**Problem description**:
Please print the full listing below exactly, but not the pictures in it.

***** Records for this task

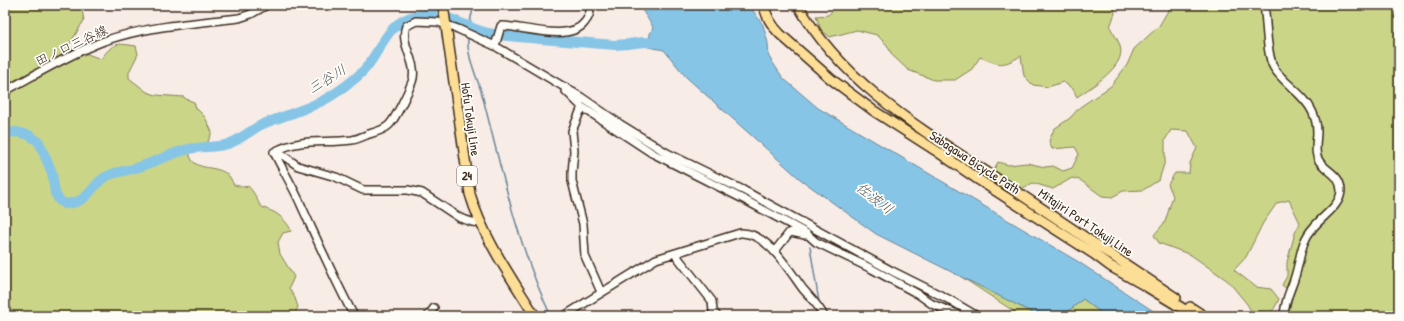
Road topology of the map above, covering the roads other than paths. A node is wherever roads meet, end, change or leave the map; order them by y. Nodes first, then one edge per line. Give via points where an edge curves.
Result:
1 (267, 5) edge
2 (590, 5) edge
3 (764, 5) edge
4 (798, 5) edge
5 (1264, 5) edge
6 (444, 16) edge
7 (497, 43) junction
8 (565, 87) junction
9 (5, 91) edge
10 (582, 107) junction
11 (274, 152) junction
12 (984, 171) junction
13 (979, 180) junction
14 (480, 223) junction
15 (810, 236) junction
16 (841, 243) junction
17 (775, 251) junction
18 (675, 254) junction
19 (1110, 266) junction
20 (1131, 270) junction
21 (1144, 285) junction
22 (929, 290) junction
23 (601, 292) junction
24 (434, 308) dead end
25 (948, 310) junction
26 (822, 313) edge
27 (354, 316) edge
28 (428, 316) edge
29 (535, 316) edge
30 (564, 316) edge
31 (717, 316) edge
32 (962, 316) edge
33 (977, 316) edge
34 (1195, 316) edge
35 (1204, 316) edge
36 (1284, 316) edge

1 - 9 street, 田ノ口三谷線 via 239,18 144,30 102,42
2 - 7 street via 588,18 576,30 556,32 501,26
3 - 13 main road, Sabagawa Bicycle Path via 772,27 831,79 874,112
4 - 12 main road, Mitajiri Port Tokuji Line via 816,34 866,88
5 - 36 street via 1273,66 1312,111 1317,132 1317,158 1338,180 1341,190 1332,210 1306,236 1296,273 1288,291
6 - 7 street via 458,29
6 - 11 street via 434,21 416,21 406,26 403,33 414,77 388,126 353,140 295,143
6 - 14 main road, Hofu Tokuji Line / 24 via 470,194
7 - 8 street
8 - 10 street via 569,95
8 - 16 street via 666,153 743,190
10 - 15 street via 652,153
10 - 23 street via 572,131 572,181 583,224 585,256
11 - 14 street via 298,166 336,177 363,190 408,190 422,193 460,218
11 - 27 street
12 - 13 street
12 - 20 main road, Mitajiri Port Tokuji Line
13 - 19 main road, Sabagawa Bicycle Path
14 - 29 main road, Hofu Tokuji Line / 24
15 - 16 street via 839,245
15 - 17 street via 791,232
15 - 25 street via 816,242
16 - 22 street
17 - 18 street via 757,238 740,233
17 - 26 street
18 - 23 street via 656,259
18 - 31 street via 712,300
19 - 20 street
19 - 21 main road, Sabagawa Bicycle Path
20 - 21 street
20 - 35 main road, Mitajiri Port Tokuji Line
21 - 34 main road, Sabagawa Bicycle Path
22 - 25 street via 930,294
22 - 33 street
23 - 30 street
24 - 28 street
25 - 32 street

**********

**Solved exercise**:
Road topology of the map above, covering the roads other than paths. A node is wherever roads meet, end, change or leave the map; order them by y. Nodes first, then one edge per line. Give via points where an edge curves.
Result:
1 (267, 5) edge
2 (590, 5) edge
3 (764, 5) edge
4 (798, 5) edge
5 (1264, 5) edge
6 (444, 16) edge
7 (497, 43) junction
8 (565, 87) junction
9 (5, 91) edge
10 (582, 107) junction
11 (274, 152) junction
12 (984, 171) junction
13 (979, 180) junction
14 (480, 223) junction
15 (810, 236) junction
16 (841, 243) junction
17 (775, 251) junction
18 (675, 254) junction
19 (1110, 266) junction
20 (1131, 270) junction
21 (1144, 285) junction
22 (929, 290) junction
23 (601, 292) junction
24 (434, 308) dead end
25 (948, 310) junction
26 (822, 313) edge
27 (354, 316) edge
28 (428, 316) edge
29 (535, 316) edge
30 (564, 316) edge
31 (717, 316) edge
32 (962, 316) edge
33 (977, 316) edge
34 (1195, 316) edge
35 (1204, 316) edge
36 (1284, 316) edge

1 - 9 street, 田ノ口三谷線 via 239,18 144,30 102,42
2 - 7 street via 588,18 576,30 556,32 501,26
3 - 13 main road, Sabagawa Bicycle Path via 772,27 831,79 874,112
4 - 12 main road, Mitajiri Port Tokuji Line via 816,34 866,88
5 - 36 street via 1273,66 1312,111 1317,132 1317,158 1338,180 1341,190 1332,210 1306,236 1296,273 1288,291
6 - 7 street via 458,29
6 - 11 street via 434,21 416,21 406,26 403,33 414,77 388,126 353,140 295,143
6 - 14 main road, Hofu Tokuji Line / 24 via 470,194
7 - 8 street
8 - 10 street via 569,95
8 - 16 street via 666,153 743,190
10 - 15 street via 652,153
10 - 23 street via 572,131 572,181 583,224 585,256
11 - 14 street via 298,166 336,177 363,190 408,190 422,193 460,218
11 - 27 street
12 - 13 street
12 - 20 main road, Mitajiri Port Tokuji Line
13 - 19 main road, Sabagawa Bicycle Path
14 - 29 main road, Hofu Tokuji Line / 24
15 - 16 street via 839,245
15 - 17 street via 791,232
15 - 25 street via 816,242
16 - 22 street
17 - 18 street via 757,238 740,233
17 - 26 street
18 - 23 street via 656,259
18 - 31 street via 712,300
19 - 20 street
19 - 21 main road, Sabagawa Bicycle Path
20 - 21 street
20 - 35 main road, Mitajiri Port Tokuji Line
21 - 34 main road, Sabagawa Bicycle Path
22 - 25 street via 930,294
22 - 33 street
23 - 30 street
24 - 28 street
25 - 32 street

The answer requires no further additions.